_Assignment_
One part of the entries below is wanted: the lines from the one containing "middle dip: (1301, 708)" through the one containing "pinky tip: (1328, 780)". Write those out exactly and nothing else.

-- Opening Marker --

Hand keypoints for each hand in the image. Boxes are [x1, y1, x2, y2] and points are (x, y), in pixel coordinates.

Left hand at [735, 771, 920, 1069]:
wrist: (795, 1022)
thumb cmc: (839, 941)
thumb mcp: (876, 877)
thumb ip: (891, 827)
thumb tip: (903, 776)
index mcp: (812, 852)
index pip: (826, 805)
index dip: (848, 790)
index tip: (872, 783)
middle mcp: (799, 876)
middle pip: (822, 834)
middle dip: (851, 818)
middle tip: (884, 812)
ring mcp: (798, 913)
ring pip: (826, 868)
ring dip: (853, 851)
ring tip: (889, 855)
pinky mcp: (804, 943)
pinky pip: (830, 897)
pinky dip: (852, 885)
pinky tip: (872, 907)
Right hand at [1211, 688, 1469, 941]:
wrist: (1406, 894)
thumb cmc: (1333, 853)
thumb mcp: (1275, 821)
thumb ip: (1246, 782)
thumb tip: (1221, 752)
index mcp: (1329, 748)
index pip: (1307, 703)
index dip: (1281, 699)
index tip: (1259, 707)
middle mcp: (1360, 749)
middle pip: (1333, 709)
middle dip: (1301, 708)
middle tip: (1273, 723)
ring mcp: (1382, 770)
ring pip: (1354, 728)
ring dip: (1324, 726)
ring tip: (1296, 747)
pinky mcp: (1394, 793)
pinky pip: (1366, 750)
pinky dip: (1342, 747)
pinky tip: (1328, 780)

-- Closing Marker --
-- Opening Marker --

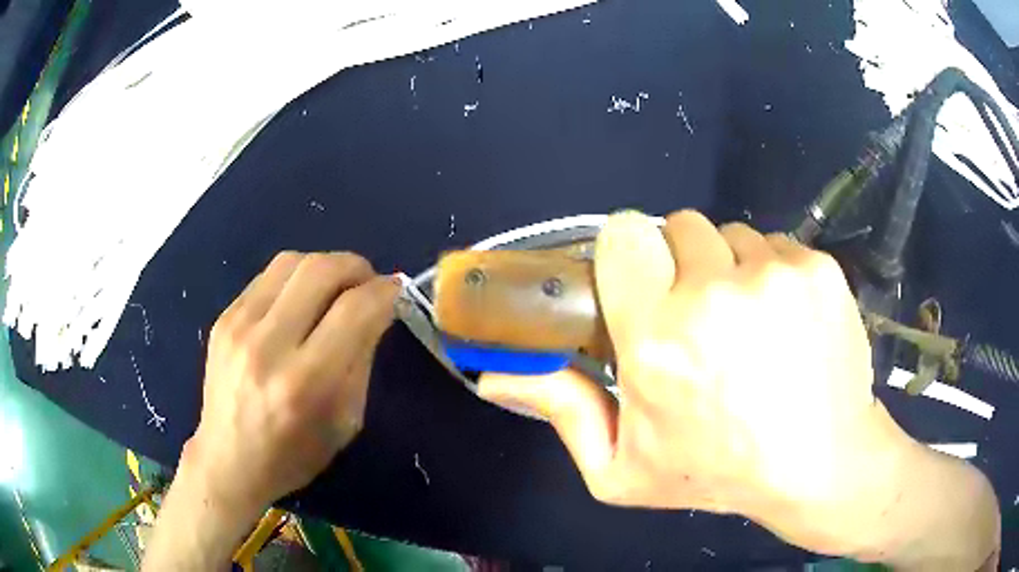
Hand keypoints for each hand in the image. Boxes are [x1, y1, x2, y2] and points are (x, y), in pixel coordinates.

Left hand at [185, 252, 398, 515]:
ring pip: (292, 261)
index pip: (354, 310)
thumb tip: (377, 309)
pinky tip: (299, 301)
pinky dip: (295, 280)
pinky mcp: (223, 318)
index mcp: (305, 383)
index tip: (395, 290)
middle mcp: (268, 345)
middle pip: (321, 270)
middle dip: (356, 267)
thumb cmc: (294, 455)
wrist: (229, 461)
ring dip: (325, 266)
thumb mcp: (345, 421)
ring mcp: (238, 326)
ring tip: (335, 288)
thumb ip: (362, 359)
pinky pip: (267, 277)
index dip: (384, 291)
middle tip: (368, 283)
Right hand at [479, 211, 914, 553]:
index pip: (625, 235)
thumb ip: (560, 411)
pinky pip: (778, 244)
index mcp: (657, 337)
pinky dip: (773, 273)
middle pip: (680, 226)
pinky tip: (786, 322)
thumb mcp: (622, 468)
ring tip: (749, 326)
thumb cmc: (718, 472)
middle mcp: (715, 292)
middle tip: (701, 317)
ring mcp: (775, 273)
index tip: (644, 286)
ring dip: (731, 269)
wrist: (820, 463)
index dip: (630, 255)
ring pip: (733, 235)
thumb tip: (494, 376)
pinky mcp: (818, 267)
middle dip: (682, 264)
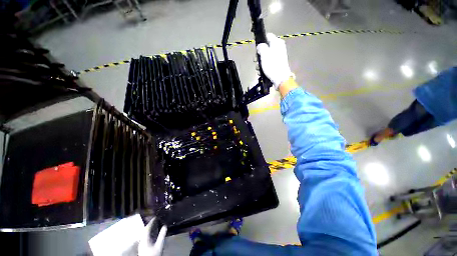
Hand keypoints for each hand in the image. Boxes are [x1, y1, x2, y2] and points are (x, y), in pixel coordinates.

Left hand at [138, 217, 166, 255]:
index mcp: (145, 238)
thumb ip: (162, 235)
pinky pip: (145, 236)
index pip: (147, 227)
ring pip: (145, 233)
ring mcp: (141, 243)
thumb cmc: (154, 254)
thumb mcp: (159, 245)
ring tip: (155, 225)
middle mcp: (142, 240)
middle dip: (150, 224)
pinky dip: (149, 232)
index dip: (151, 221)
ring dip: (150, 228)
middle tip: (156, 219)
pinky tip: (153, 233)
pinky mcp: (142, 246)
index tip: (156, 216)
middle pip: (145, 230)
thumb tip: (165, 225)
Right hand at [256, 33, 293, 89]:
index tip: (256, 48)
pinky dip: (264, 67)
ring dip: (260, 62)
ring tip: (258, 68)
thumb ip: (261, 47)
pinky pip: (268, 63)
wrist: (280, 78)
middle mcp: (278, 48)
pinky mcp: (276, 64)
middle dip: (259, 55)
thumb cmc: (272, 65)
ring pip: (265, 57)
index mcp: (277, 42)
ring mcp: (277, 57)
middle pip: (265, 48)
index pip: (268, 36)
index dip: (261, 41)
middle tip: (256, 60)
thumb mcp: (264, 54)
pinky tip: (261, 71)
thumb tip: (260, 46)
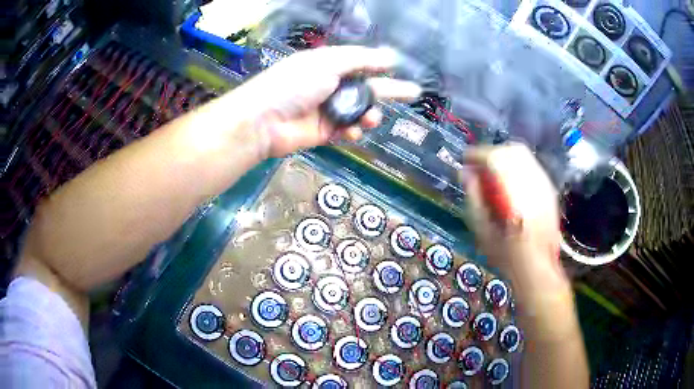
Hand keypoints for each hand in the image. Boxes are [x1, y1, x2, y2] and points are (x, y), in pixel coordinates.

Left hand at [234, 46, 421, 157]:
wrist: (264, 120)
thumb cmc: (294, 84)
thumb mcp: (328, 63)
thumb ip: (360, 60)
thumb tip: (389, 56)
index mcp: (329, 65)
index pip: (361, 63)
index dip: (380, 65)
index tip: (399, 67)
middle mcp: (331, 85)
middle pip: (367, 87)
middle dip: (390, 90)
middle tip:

-- Closing Marker --

_Exercise output_
middle dip: (1301, 708)
middle tip: (1273, 723)
ring mcp: (1382, 770)
ring pip: (1354, 728)
ring dip: (1324, 726)
ring tip: (1296, 747)
pinky mcp: (1394, 793)
pinky pip: (1366, 750)
pinky dip: (1342, 747)
pinky tip: (1328, 780)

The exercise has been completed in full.